The most indefensible aspect of the regulations is their admission that advocacy relating to the passage or defeat of legislation, during certain periods of time, will be treated as support or opposition to candidates no matter what the facts may be. In fact, this injustice will even apply to cases of general discussion of possible changes in the law.
It is easy to construct scenarios in which the effects of such regulations are seen as ridiculous.
1. Imagine that a newly-elected member of the House of Representatives, on the first day of Congress, introduces a bill. A social welfare organization, approving the content of the bill, puts a laudatory entry on its website describing the bill and mentioning the name of its sponsor. For twenty months that entry remains on the website, and is not considered “candidate-related”. Suddenly, in September of the next year, the organization must remove it because it has magically been transformed into an attempt to help elect the Representative to another term. The day after the election, the entry may go back up and is recognized as advocacy again.
2. Consider the plight of an organization that seeks to defeat legislation moving through Congress. The organization uses its website, email, direct mail, and contact with the news media to keep the public aware of the progress of the bill, and to urge time-appropriate grass roots action to prevent its passage. As the bill comes to the Senate floor in May, Senator X offers an amendment which, if adopted, would remove the bill’s offensive features. The organization naturally wishes to ask everyone to contact their own senators and express support for Senator X’s amendment. However, Senator X has a June primary, and using his name would automatically be considered “candidate-related” despite the organization’s long history of focusing on the legislation without any involvement in elections. In order to avoid negative consequences, they must somehow tell their supporters to back the amendment without once mentioning Senator X. Given that media reports will almost certainly refer to it as the “X amendment”, the organization finds itself unable to name the amendment in its most easily identifiable form.
The X amendment fails, and the bill eventually passes the Senate but languishes in a House committee. In late September the committee suddenly announces that it will take up the bill in just a few days. The organization wants to contact its supporters living in the districts of key committee members, warning them that they must immediately contact their representatives and urge a negative vote in committee. However, the most effective method of communication requires naming the representative, since it is not unusual for people to be uncertain of the name of their representative. Under no stretch of the imagination can this be considered “candidate-related political activity”. The organization did not choose a time close to the election; that decision was made by the committee chairman. Nor did the organization choose to target certain members who may be in a difficult race. The committee membership was chosen by the congressional leadership (of their own party) almost two years earlier.
3. A member of the House seeks passage of a Senate-approved bill whose fate in the House depends on members who will unquestionably come under great constituent pressure to vote against it.
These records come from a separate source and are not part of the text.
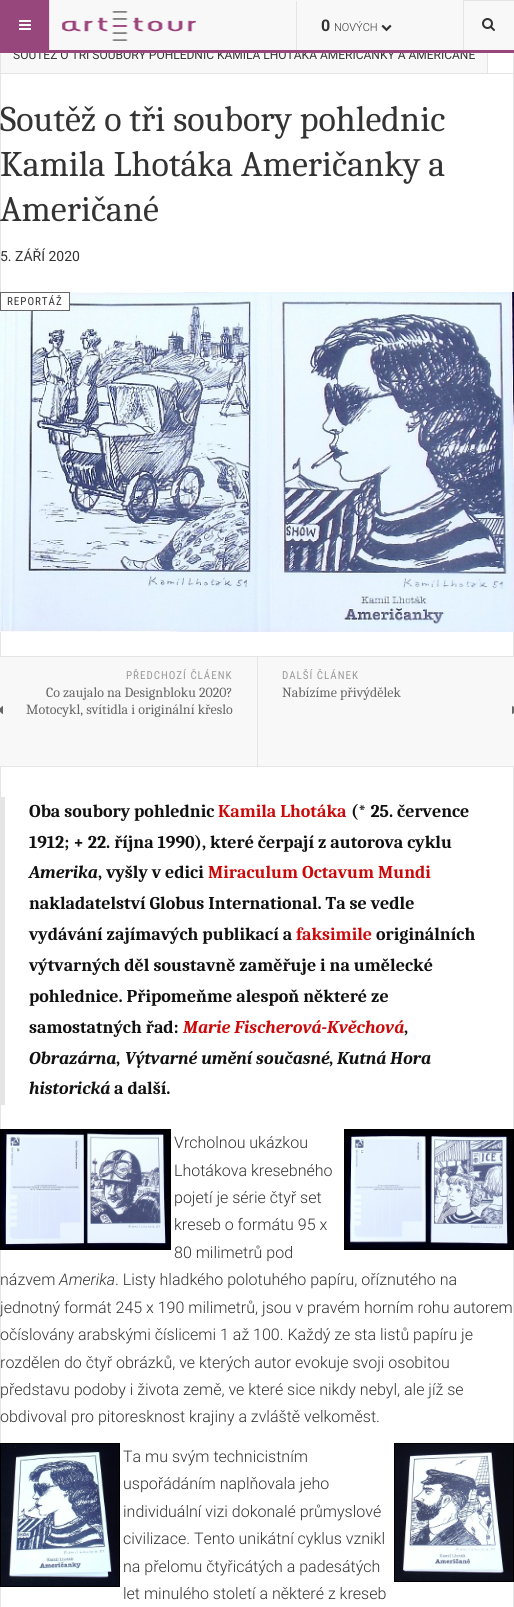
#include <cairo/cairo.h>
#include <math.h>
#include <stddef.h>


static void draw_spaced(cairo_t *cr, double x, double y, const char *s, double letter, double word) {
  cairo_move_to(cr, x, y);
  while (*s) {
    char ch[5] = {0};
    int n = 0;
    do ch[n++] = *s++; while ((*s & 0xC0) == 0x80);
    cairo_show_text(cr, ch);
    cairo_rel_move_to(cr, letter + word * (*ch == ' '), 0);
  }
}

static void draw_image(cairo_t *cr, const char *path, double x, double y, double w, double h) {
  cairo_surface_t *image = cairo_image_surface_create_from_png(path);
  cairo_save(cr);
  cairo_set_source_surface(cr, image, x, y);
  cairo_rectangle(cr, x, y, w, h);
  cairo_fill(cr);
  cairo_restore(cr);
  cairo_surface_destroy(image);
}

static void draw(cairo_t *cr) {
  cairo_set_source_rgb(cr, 1, 1, 1);
  cairo_paint(cr);
  cairo_set_source_rgb(cr, 229 / 255.0, 229 / 255.0, 229 / 255.0);
  cairo_rectangle(cr, 513, 53, 1, 20);
  cairo_fill(cr);
  cairo_rectangle(cr, 0, 53, 1, 20);
  cairo_fill(cr);
  cairo_set_source_rgb(cr, 248 / 255.0, 248 / 255.0, 248 / 255.0);
  cairo_rectangle(cr, 1, 53, 486, 20);
  cairo_fill(cr);
  cairo_set_source_rgb(cr, 229 / 255.0, 229 / 255.0, 229 / 255.0);
  cairo_rectangle(cr, 487, 53, 1, 20);
  cairo_fill(cr);
  cairo_rectangle(cr, 0.5, 73.5, 513, 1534);
  cairo_set_line_width(cr, 1);
  cairo_stroke(cr);
  draw_image(cr, "images/5.png", 0, 292, 514, 340);
  cairo_set_source_rgb(cr, 1, 1, 1);
  cairo_rectangle(cr, 0.5, 292.5, 69, 18);
  cairo_fill_preserve(cr);
  cairo_set_source_rgb(cr, 102 / 255.0, 102 / 255.0, 102 / 255.0);
  cairo_stroke(cr);
  cairo_set_source_rgb(cr, 229 / 255.0, 229 / 255.0, 229 / 255.0);
  cairo_rectangle(cr, 0, 656, 514, 1);
  cairo_fill(cr);
  cairo_rectangle(cr, 0, 766, 514, 1);
  cairo_fill(cr);
  cairo_rectangle(cr, 257, 657, 1, 109);
  cairo_fill(cr);
  cairo_set_source_rgb(cr, 248 / 255.0, 248 / 255.0, 248 / 255.0);
  cairo_rectangle(cr, 0, 657, 257, 109);
  cairo_fill(cr);
  draw_image(cr, "images/6.png", 0, 706, 3, 8);
  cairo_rectangle(cr, 258, 657, 256, 109);
  cairo_fill(cr);
  draw_image(cr, "images/7.png", 512, 706, 2, 8);
  cairo_set_source_rgb(cr, 229 / 255.0, 229 / 255.0, 229 / 255.0);
  cairo_rectangle(cr, 1, 797, 4, 308);
  cairo_fill(cr);
  cairo_rectangle(cr, 0.5, 1129.5, 170, 120);
  cairo_set_source_rgb(cr, 0, 0, 0);
  cairo_stroke(cr);
  draw_image(cr, "images/8.png", 1, 1130, 169, 119);
  cairo_rectangle(cr, 344.5, 1129.5, 169, 120);
  cairo_stroke(cr);
  draw_image(cr, "images/9.png", 345, 1130, 168, 119);
  cairo_rectangle(cr, 0.5, 1443.5, 119, 143);
  cairo_stroke(cr);
  draw_image(cr, "images/10.png", 1, 1444, 118, 142);
  cairo_rectangle(cr, 394.5, 1443.5, 119, 138);
  cairo_stroke(cr);
  draw_image(cr, "images/11.png", 395, 1444, 118, 137);
  cairo_select_font_face(cr, "Roboto", CAIRO_FONT_SLANT_NORMAL, CAIRO_FONT_WEIGHT_NORMAL);
  cairo_set_font_size(cr, 12);
  cairo_set_source_rgb(cr, 51 / 255.0, 51 / 255.0, 51 / 255.0);
  cairo_move_to(cr, 13, 59);
  cairo_show_text(cr, "SOUTĚŽ O TŘI SOUBORY POHLEDNIC KAMILA LHOTÁKA AMERIČANKY A AMERIČANÉ");
  cairo_set_source_rgb(cr, 248 / 255.0, 248 / 255.0, 248 / 255.0);
  cairo_rectangle(cr, 50, 0, 464, 50);
  cairo_fill(cr);
  cairo_set_source_rgb(cr, 229 / 255.0, 229 / 255.0, 229 / 255.0);
  cairo_rectangle(cr, 463, 0, 1, 50);
  cairo_fill(cr);
  cairo_rectangle(cr, 464, 0, 50, 1);
  cairo_fill(cr);
  draw_image(cr, "images/4.png", 482, 18, 13, 13);
  draw_image(cr, "images/3.png", 381, 24, 11, 8);
  cairo_select_font_face(cr, "Roboto Light", CAIRO_FONT_SLANT_NORMAL, CAIRO_FONT_WEIGHT_NORMAL);
  cairo_set_font_size(cr, 11);
  cairo_set_source_rgb(cr, 51 / 255.0, 51 / 255.0, 51 / 255.0);
  cairo_move_to(cr, 334, 31);
  cairo_show_text(cr, "NOVÝCH");
  cairo_select_font_face(cr, "Roboto", CAIRO_FONT_SLANT_NORMAL, CAIRO_FONT_WEIGHT_BOLD);
  cairo_set_font_size(cr, 16);
  cairo_move_to(cr, 321, 31);
  cairo_show_text(cr, "0");
  cairo_set_source_rgb(cr, 229 / 255.0, 229 / 255.0, 229 / 255.0);
  cairo_rectangle(cr, 296, 1, 1, 49);
  cairo_fill(cr);
  draw_image(cr, "images/2.png", 62, 11, 134, 30);
  cairo_set_source_rgb(cr, 151 / 255.0, 71 / 255.0, 124 / 255.0);
  cairo_rectangle(cr, 0, 0, 49, 50);
  cairo_fill(cr);
  draw_image(cr, "images/1.png", 19, 20, 12, 10);
  cairo_set_source_rgb(cr, 229 / 255.0, 229 / 255.0, 229 / 255.0);
  cairo_rectangle(cr, 49, 0, 1, 50);
  cairo_fill(cr);
  cairo_set_source_rgb(cr, 151 / 255.0, 71 / 255.0, 124 / 255.0);
  cairo_rectangle(cr, 0, 50, 514, 3);
  cairo_fill(cr);
  cairo_select_font_face(cr, "Caladea", CAIRO_FONT_SLANT_NORMAL, CAIRO_FONT_WEIGHT_NORMAL);
  cairo_set_font_size(cr, 36);
  cairo_set_source_rgb(cr, 51 / 255.0, 51 / 255.0, 51 / 255.0);
  cairo_move_to(cr, 0, 131);
  cairo_show_text(cr, "Soutěž o tři soubory pohlednic");
  cairo_move_to(cr, 0, 176);
  cairo_show_text(cr, "Kamila Lhotáka Američanky a");
  cairo_move_to(cr, 0, 221);
  cairo_show_text(cr, "Američané");
  cairo_select_font_face(cr, "Roboto", CAIRO_FONT_SLANT_NORMAL, CAIRO_FONT_WEIGHT_NORMAL);
  cairo_set_font_size(cr, 14);
  cairo_move_to(cr, 0, 261);
  cairo_show_text(cr, "5. ZÁŘÍ 2020");
  cairo_select_font_face(cr, "Roboto Condensed", CAIRO_FONT_SLANT_NORMAL, CAIRO_FONT_WEIGHT_NORMAL);
  cairo_set_font_size(cr, 11);
  draw_spaced(cr, 7, 305, "REPORTÁŽ", 1, 0);
  cairo_set_source_rgb(cr, 153 / 255.0, 153 / 255.0, 153 / 255.0);
  draw_spaced(cr, 126, 679, "PŘEDCHOZÍ ČLÁENK", 1, 0);
  cairo_select_font_face(cr, "Caladea", CAIRO_FONT_SLANT_NORMAL, CAIRO_FONT_WEIGHT_NORMAL);
  cairo_set_font_size(cr, 14);
  cairo_set_source_rgb(cr, 102 / 255.0, 102 / 255.0, 102 / 255.0);
  cairo_move_to(cr, 46, 697);
  cairo_show_text(cr, "Co zaujalo na Designbloku 2020?");
  cairo_move_to(cr, 26, 714);
  cairo_show_text(cr, "Motocykl, svítidla i originální křeslo");
  cairo_select_font_face(cr, "Roboto Condensed", CAIRO_FONT_SLANT_NORMAL, CAIRO_FONT_WEIGHT_NORMAL);
  cairo_set_font_size(cr, 11);
  cairo_set_source_rgb(cr, 153 / 255.0, 153 / 255.0, 153 / 255.0);
  draw_spaced(cr, 282, 679, "DALŠÍ ČLÁNEK", 1, 0);
  cairo_select_font_face(cr, "Caladea", CAIRO_FONT_SLANT_NORMAL, CAIRO_FONT_WEIGHT_NORMAL);
  cairo_set_font_size(cr, 14);
  cairo_set_source_rgb(cr, 102 / 255.0, 102 / 255.0, 102 / 255.0);
  cairo_move_to(cr, 282, 697);
  cairo_show_text(cr, "Nabízíme přivýdělek");
  cairo_select_font_face(cr, "Caladea", CAIRO_FONT_SLANT_NORMAL, CAIRO_FONT_WEIGHT_BOLD);
  cairo_set_font_size(cr, 18);
  cairo_set_source_rgb(cr, 17 / 255.0, 17 / 255.0, 17 / 255.0);
  cairo_move_to(cr, 29, 817);
  cairo_show_text(cr, "Oba soubory pohlednic");
  cairo_set_source_rgb(cr, 203 / 255.0, 11 / 255.0, 11 / 255.0);
  cairo_move_to(cr, 218, 817);
  cairo_show_text(cr, "Kamila Lhotáka");
  cairo_set_source_rgb(cr, 17 / 255.0, 17 / 255.0, 17 / 255.0);
  cairo_move_to(cr, 351, 817);
  cairo_show_text(cr, "(* 25. července");
  cairo_move_to(cr, 29, 848);
  cairo_show_text(cr, "1912; + 22. října 1990), které čerpají z autorova cyklu");
  cairo_select_font_face(cr, "Caladea", CAIRO_FONT_SLANT_ITALIC, CAIRO_FONT_WEIGHT_BOLD);
  cairo_move_to(cr, 29, 878);
  cairo_show_text(cr, "Amerika");
  cairo_select_font_face(cr, "Caladea", CAIRO_FONT_SLANT_NORMAL, CAIRO_FONT_WEIGHT_BOLD);
  cairo_move_to(cr, 98, 878);
  cairo_show_text(cr, ", vyšly v edici");
  cairo_set_source_rgb(cr, 203 / 255.0, 11 / 255.0, 11 / 255.0);
  cairo_move_to(cr, 208, 878);
  cairo_show_text(cr, "Miraculum Octavum Mundi");
  cairo_set_source_rgb(cr, 17 / 255.0, 17 / 255.0, 17 / 255.0);
  cairo_move_to(cr, 29, 909);
  cairo_show_text(cr, "nakladatelství Globus International. Ta se vedle");
  cairo_move_to(cr, 29, 940);
  cairo_show_text(cr, "vydávání zajímavých publikací a");
  cairo_set_source_rgb(cr, 203 / 255.0, 11 / 255.0, 11 / 255.0);
  cairo_move_to(cr, 296, 940);
  cairo_show_text(cr, "faksimile");
  cairo_set_source_rgb(cr, 17 / 255.0, 17 / 255.0, 17 / 255.0);
  cairo_move_to(cr, 376, 940);
  cairo_show_text(cr, "originálních");
  cairo_move_to(cr, 29, 971);
  cairo_show_text(cr, "výtvarných děl soustavně zaměřuje i na umělecké");
  cairo_move_to(cr, 29, 1002);
  cairo_show_text(cr, "pohlednice. Připomeňme alespoň některé ze");
  cairo_move_to(cr, 29, 1033);
  cairo_show_text(cr, "samostatných řad:");
  cairo_select_font_face(cr, "Caladea", CAIRO_FONT_SLANT_ITALIC, CAIRO_FONT_WEIGHT_BOLD);
  cairo_set_source_rgb(cr, 203 / 255.0, 11 / 255.0, 11 / 255.0);
  cairo_move_to(cr, 183, 1033);
  cairo_show_text(cr, "Marie Fischerová-Kvěchová");
  cairo_select_font_face(cr, "Caladea", CAIRO_FONT_SLANT_NORMAL, CAIRO_FONT_WEIGHT_BOLD);
  cairo_set_source_rgb(cr, 17 / 255.0, 17 / 255.0, 17 / 255.0);
  cairo_move_to(cr, 404, 1033);
  cairo_show_text(cr, ",");
  cairo_select_font_face(cr, "Caladea", CAIRO_FONT_SLANT_ITALIC, CAIRO_FONT_WEIGHT_BOLD);
  cairo_move_to(cr, 29, 1064);
  cairo_show_text(cr, "Obrazárna");
  cairo_select_font_face(cr, "Caladea", CAIRO_FONT_SLANT_NORMAL, CAIRO_FONT_WEIGHT_BOLD);
  cairo_move_to(cr, 116, 1064);
  cairo_show_text(cr, ",");
  cairo_select_font_face(cr, "Caladea", CAIRO_FONT_SLANT_ITALIC, CAIRO_FONT_WEIGHT_BOLD);
  cairo_move_to(cr, 125, 1064);
  cairo_show_text(cr, "Výtvarné umění současné");
  cairo_select_font_face(cr, "Caladea", CAIRO_FONT_SLANT_NORMAL, CAIRO_FONT_WEIGHT_BOLD);
  cairo_move_to(cr, 329, 1064);
  cairo_show_text(cr, ",");
  cairo_select_font_face(cr, "Caladea", CAIRO_FONT_SLANT_ITALIC, CAIRO_FONT_WEIGHT_BOLD);
  cairo_move_to(cr, 337, 1064);
  cairo_show_text(cr, "Kutná Hora");
  cairo_move_to(cr, 29, 1094);
  cairo_show_text(cr, "historická");
  cairo_select_font_face(cr, "Caladea", CAIRO_FONT_SLANT_NORMAL, CAIRO_FONT_WEIGHT_BOLD);
  cairo_move_to(cr, 114, 1094);
  cairo_show_text(cr, "a další.");
  cairo_select_font_face(cr, "Roboto Light", CAIRO_FONT_SLANT_NORMAL, CAIRO_FONT_WEIGHT_NORMAL);
  cairo_set_font_size(cr, 16);
  cairo_set_source_rgb(cr, 51 / 255.0, 51 / 255.0, 51 / 255.0);
  cairo_move_to(cr, 174, 1148);
  cairo_show_text(cr, "Vrcholnou ukázkou");
  cairo_move_to(cr, 174, 1176);
  cairo_show_text(cr, "Lhotákova kresebného");
  cairo_move_to(cr, 174, 1203);
  cairo_show_text(cr, "pojetí je série čtyř set");
  cairo_move_to(cr, 174, 1230);
  cairo_show_text(cr, "kreseb o formátu 95 x");
  cairo_move_to(cr, 174, 1258);
  cairo_show_text(cr, "80 milimetrů pod");
  cairo_move_to(cr, 0, 1285);
  cairo_show_text(cr, "názvem");
  cairo_select_font_face(cr, "Roboto Light", CAIRO_FONT_SLANT_ITALIC, CAIRO_FONT_WEIGHT_NORMAL);
  cairo_move_to(cr, 59, 1285);
  cairo_show_text(cr, "Amerika");
  cairo_select_font_face(cr, "Roboto Light", CAIRO_FONT_SLANT_NORMAL, CAIRO_FONT_WEIGHT_NORMAL);
  cairo_move_to(cr, 115, 1285);
  cairo_show_text(cr, ". Listy hladkého polotuhého papíru, oříznutého na");
  cairo_move_to(cr, 0, 1313);
  cairo_show_text(cr, "jednotný formát 245 x 190 milimetrů, jsou v pravém horním rohu autorem");
  cairo_move_to(cr, 0, 1340);
  cairo_show_text(cr, "očíslovány arabskými číslicemi 1 až 100. Každý ze sta listů papíru je");
  cairo_move_to(cr, 0, 1368);
  cairo_show_text(cr, "rozdělen do čtyř obrázků, ve kterých autor evokuje svoji osobitou");
  cairo_move_to(cr, 0, 1395);
  cairo_show_text(cr, "představu podoby i života země, ve které sice nikdy nebyl, ale jíž se");
  cairo_move_to(cr, 0, 1422);
  cairo_show_text(cr, "obdivoval pro pitoresknost krajiny a zvláště velkoměst.");
  cairo_move_to(cr, 123, 1462);
  cairo_show_text(cr, "Ta mu svým technicistním");
  cairo_move_to(cr, 123, 1489);
  cairo_show_text(cr, "uspořádáním naplňovala jeho");
  cairo_move_to(cr, 123, 1517);
  cairo_show_text(cr, "individuální vizi dokonalé průmyslové");
  cairo_move_to(cr, 123, 1544);
  cairo_show_text(cr, "civilizace. Tento unikátní cyklus vznikl");
  cairo_move_to(cr, 123, 1572);
  cairo_show_text(cr, "na přelomu čtyřicátých a padesátých");
  cairo_move_to(cr, 123, 1599);
  cairo_show_text(cr, "let minulého století a některé z kreseb");
}

int main(void) {
  cairo_surface_t *surface = cairo_image_surface_create(CAIRO_FORMAT_RGB24, 514, 1607);
  cairo_t *cr = cairo_create(surface);
  cairo_font_options_t *options = cairo_font_options_create();
  cairo_font_options_set_hint_metrics(options, CAIRO_HINT_METRICS_OFF);
  cairo_font_options_set_hint_style(options, CAIRO_HINT_STYLE_NONE);
  cairo_set_font_options(cr, options);
  cairo_set_miter_limit(cr, 4);
  draw(cr);
  cairo_surface_write_to_png(surface, "out.png");
  cairo_font_options_destroy(options);
  cairo_destroy(cr);
  cairo_surface_destroy(surface);
  return 0;
}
Various organizations are waiting for the bill to be taken up, prepared to contact their supporters in key districts. The bill’s sponsor waits for more than a year, until September of an election year, then quickly moves the bill from committee to the floor for a vote. The organizations find themselves faced with a dilemma, knowing that they will come under IRS scrutiny for “candidate-related political activity” if they call for grass roots pressure on the members who hold the bill’s fate in their hands.
4. A social welfare organization in California invites a member of Congress from Kentucky to speak at the organization’s Constitution Day event on September 17. The member has a reputation as an expert on the Constitution, having written books and articles on the topic. He has no major party opposition on the Kentucky ballot or any third-party or independent opposition with any chance of winning (which is why he is willing to spend time in California, instead of campaigning in Kentucky). In no way can this be considered as an attempt to reelect the Congressman, yet the regulations would require this to be counted as “candidate-related political activity”.
5. Social welfare organization A makes a donation to social welfare organization B, but only after obtaining a letter from organization B clearly stating that organization B does not carry out any “candidate –related” activity. Organization B holds a series of conferences on education reform, and invites Professor X, who has written extensively on the subject, to speak at its March conference. Unknown to organization B, Professor X is running unopposed for town council in May. Organization B is now unequivocally guilty of making a fraudulent representation in its letter to organization A, yet the facts clearly show that it had no intent of helping Professor X’s campaign, and inviting him had no effect on his chance of election.
Examples such as these show why the IRS should accept the necessity of examining the facts and circumstances of each case. The Constitution does not guarantee that government employees will have an easy job. It does guarantee freedom of speech, freedom of the press, and freedom of petition.
One possible alternative would be for the IRS to establish safe-harbor rules that would clearly protect most advocacy activity, and limit the number of cases which would require an examination of facts and circumstances. The safe harbor should protect organizations that have a history, prior to the period immediately before an election, of advocacy on an issue. It should exempt any communication which specifically calls for support or opposition to specific legislation or potential legislation which is being discussed by elected officials or the news media, even if not yet introduced. Inviting a candidate to speak outside the boundaries of his election district should be exempted. Communications aimed at a national audience, rather than narrowly targeted to a state or district, should never be considered “candidate-related” if the candidate mentioned is not running for a national office (i.e. president or vice president).
Given the grave threat posed by these regulations to First Amendment freedoms, the IRS should convene a formal hearing at which all concerns (only a few of which have been touched on here) are given a public forum.